### Task directions
Transcribe the records in full; omit images.

Top of Exercise data

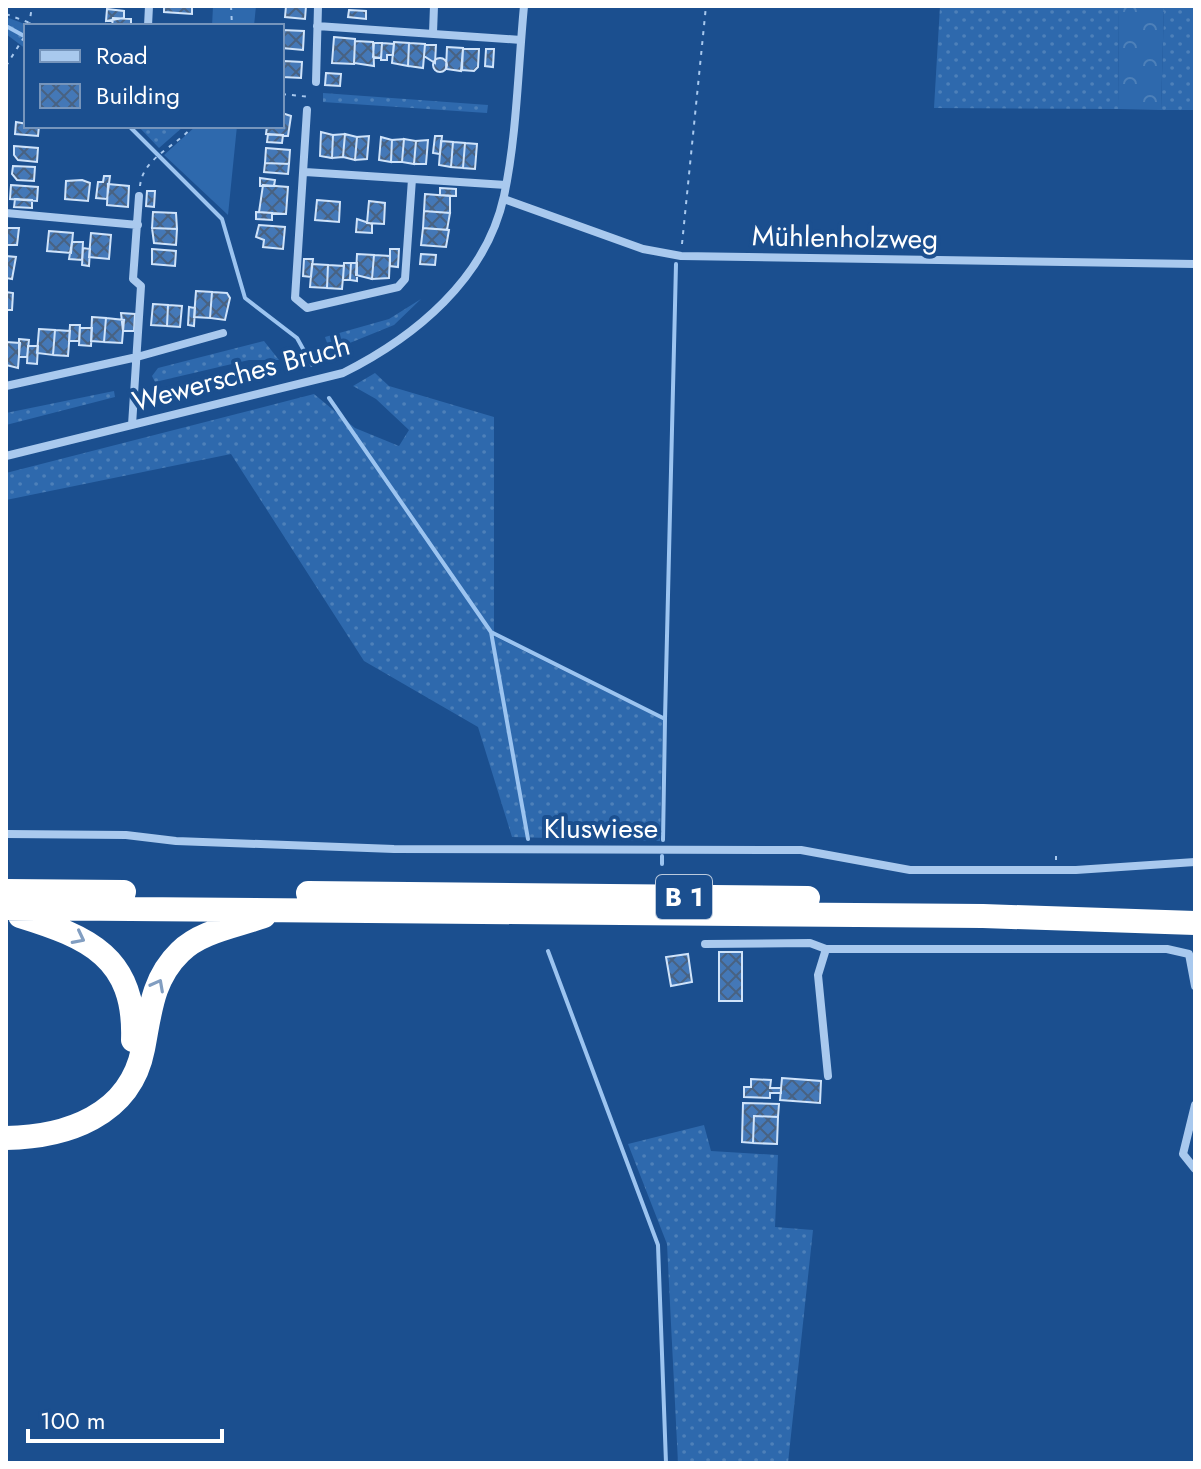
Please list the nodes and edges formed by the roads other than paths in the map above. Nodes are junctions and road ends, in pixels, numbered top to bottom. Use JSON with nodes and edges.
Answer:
{"nodes":[{"id":1,"x":318,"y":6,"type":"edge"},
{"id":2,"x":434,"y":6,"type":"edge"},
{"id":3,"x":524,"y":6,"type":"edge"},
{"id":4,"x":317,"y":26,"type":"junction"},
{"id":5,"x":433,"y":33,"type":"junction"},
{"id":6,"x":521,"y":40,"type":"junction"},
{"id":7,"x":316,"y":82,"type":"road end"},
{"id":8,"x":307,"y":110,"type":"dead end"},
{"id":9,"x":305,"y":172,"type":"junction"},
{"id":10,"x":412,"y":179,"type":"junction"},
{"id":11,"x":506,"y":185,"type":"junction"},
{"id":12,"x":139,"y":196,"type":"road end"},
{"id":13,"x":504,"y":199,"type":"junction"},
{"id":14,"x":6,"y":213,"type":"edge"},
{"id":15,"x":138,"y":225,"type":"junction"},
{"id":16,"x":1195,"y":264,"type":"edge"},
{"id":17,"x":223,"y":333,"type":"dead end"},
{"id":18,"x":137,"y":357,"type":"junction"},
{"id":19,"x":6,"y":386,"type":"edge"},
{"id":20,"x":132,"y":425,"type":"junction"},
{"id":21,"x":6,"y":456,"type":"edge"},
{"id":22,"x":6,"y":834,"type":"edge"},
{"id":23,"x":1195,"y":862,"type":"edge"},
{"id":24,"x":6,"y":891,"type":"edge"},
{"id":25,"x":1195,"y":906,"type":"edge"},
{"id":26,"x":6,"y":910,"type":"edge"},
{"id":27,"x":282,"y":910,"type":"junction"},
{"id":28,"x":1195,"y":923,"type":"edge"},
{"id":29,"x":705,"y":944,"type":"dead end"},
{"id":30,"x":826,"y":949,"type":"junction"},
{"id":31,"x":1195,"y":986,"type":"edge"},
{"id":32,"x":828,"y":1076,"type":"dead end"},
{"id":33,"x":1195,"y":1105,"type":"edge"},
{"id":34,"x":6,"y":1125,"type":"edge"},
{"id":35,"x":6,"y":1138,"type":"edge"},
{"id":36,"x":1195,"y":1169,"type":"edge"}],
"edges":[{"from":1,"to":4,"type":"street"},
{"from":2,"to":5,"type":"street"},
{"from":3,"to":6,"type":"street","name":"Wewersches Bruch"},
{"from":4,"to":5,"type":"street"},
{"from":4,"to":7,"type":"street"},
{"from":5,"to":6,"type":"street"},
{"from":6,"to":11,"type":"street","name":"Wewersches Bruch"},
{"from":8,"to":9,"type":"street"},
{"from":9,"to":10,"type":"street"},
{"from":9,"to":10,"type":"street"},
{"from":10,"to":11,"type":"street"},
{"from":11,"to":13,"type":"street","name":"Wewersches Bruch"},
{"from":12,"to":15,"type":"street"},
{"from":13,"to":16,"type":"street","name":"Mühlenholzweg"},
{"from":13,"to":20,"type":"street","name":"Wewersches Bruch"},
{"from":14,"to":15,"type":"street"},
{"from":15,"to":18,"type":"street"},
{"from":17,"to":18,"type":"street"},
{"from":18,"to":19,"type":"street"},
{"from":18,"to":20,"type":"street"},
{"from":20,"to":21,"type":"street","name":"Wewersches Bruch"},
{"from":22,"to":23,"type":"street","name":"Kluswiese"},
{"from":24,"to":25,"type":"highway","number":"B 1"},
{"from":26,"to":27,"type":"highway","number":"B 1"},
{"from":26,"to":34,"type":"highway","one_way":true},
{"from":27,"to":28,"type":"highway","number":"B 1"},
{"from":35,"to":27,"type":"highway","one_way":true},
{"from":29,"to":30,"type":"street"},
{"from":30,"to":31,"type":"street"},
{"from":30,"to":32,"type":"street"},
{"from":33,"to":36,"type":"street"}]}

Bottom of Exercise data

### Task output
Please list the nodes and edges formed by the roads other than paths in the map above. Nodes are junctions and road ends, in pixels, numbered top to bottom. Use JSON with nodes and edges.
Answer:
{"nodes":[{"id":1,"x":318,"y":6,"type":"edge"},
{"id":2,"x":434,"y":6,"type":"edge"},
{"id":3,"x":524,"y":6,"type":"edge"},
{"id":4,"x":317,"y":26,"type":"junction"},
{"id":5,"x":433,"y":33,"type":"junction"},
{"id":6,"x":521,"y":40,"type":"junction"},
{"id":7,"x":316,"y":82,"type":"road end"},
{"id":8,"x":307,"y":110,"type":"dead end"},
{"id":9,"x":305,"y":172,"type":"junction"},
{"id":10,"x":412,"y":179,"type":"junction"},
{"id":11,"x":506,"y":185,"type":"junction"},
{"id":12,"x":139,"y":196,"type":"road end"},
{"id":13,"x":504,"y":199,"type":"junction"},
{"id":14,"x":6,"y":213,"type":"edge"},
{"id":15,"x":138,"y":225,"type":"junction"},
{"id":16,"x":1195,"y":264,"type":"edge"},
{"id":17,"x":223,"y":333,"type":"dead end"},
{"id":18,"x":137,"y":357,"type":"junction"},
{"id":19,"x":6,"y":386,"type":"edge"},
{"id":20,"x":132,"y":425,"type":"junction"},
{"id":21,"x":6,"y":456,"type":"edge"},
{"id":22,"x":6,"y":834,"type":"edge"},
{"id":23,"x":1195,"y":862,"type":"edge"},
{"id":24,"x":6,"y":891,"type":"edge"},
{"id":25,"x":1195,"y":906,"type":"edge"},
{"id":26,"x":6,"y":910,"type":"edge"},
{"id":27,"x":282,"y":910,"type":"junction"},
{"id":28,"x":1195,"y":923,"type":"edge"},
{"id":29,"x":705,"y":944,"type":"dead end"},
{"id":30,"x":826,"y":949,"type":"junction"},
{"id":31,"x":1195,"y":986,"type":"edge"},
{"id":32,"x":828,"y":1076,"type":"dead end"},
{"id":33,"x":1195,"y":1105,"type":"edge"},
{"id":34,"x":6,"y":1125,"type":"edge"},
{"id":35,"x":6,"y":1138,"type":"edge"},
{"id":36,"x":1195,"y":1169,"type":"edge"}],
"edges":[{"from":1,"to":4,"type":"street"},
{"from":2,"to":5,"type":"street"},
{"from":3,"to":6,"type":"street","name":"Wewersches Bruch"},
{"from":4,"to":5,"type":"street"},
{"from":4,"to":7,"type":"street"},
{"from":5,"to":6,"type":"street"},
{"from":6,"to":11,"type":"street","name":"Wewersches Bruch"},
{"from":8,"to":9,"type":"street"},
{"from":9,"to":10,"type":"street"},
{"from":9,"to":10,"type":"street"},
{"from":10,"to":11,"type":"street"},
{"from":11,"to":13,"type":"street","name":"Wewersches Bruch"},
{"from":12,"to":15,"type":"street"},
{"from":13,"to":16,"type":"street","name":"Mühlenholzweg"},
{"from":13,"to":20,"type":"street","name":"Wewersches Bruch"},
{"from":14,"to":15,"type":"street"},
{"from":15,"to":18,"type":"street"},
{"from":17,"to":18,"type":"street"},
{"from":18,"to":19,"type":"street"},
{"from":18,"to":20,"type":"street"},
{"from":20,"to":21,"type":"street","name":"Wewersches Bruch"},
{"from":22,"to":23,"type":"street","name":"Kluswiese"},
{"from":24,"to":25,"type":"highway","number":"B 1"},
{"from":26,"to":27,"type":"highway","number":"B 1"},
{"from":26,"to":34,"type":"highway","one_way":true},
{"from":27,"to":28,"type":"highway","number":"B 1"},
{"from":35,"to":27,"type":"highway","one_way":true},
{"from":29,"to":30,"type":"street"},
{"from":30,"to":31,"type":"street"},
{"from":30,"to":32,"type":"street"},
{"from":33,"to":36,"type":"street"}]}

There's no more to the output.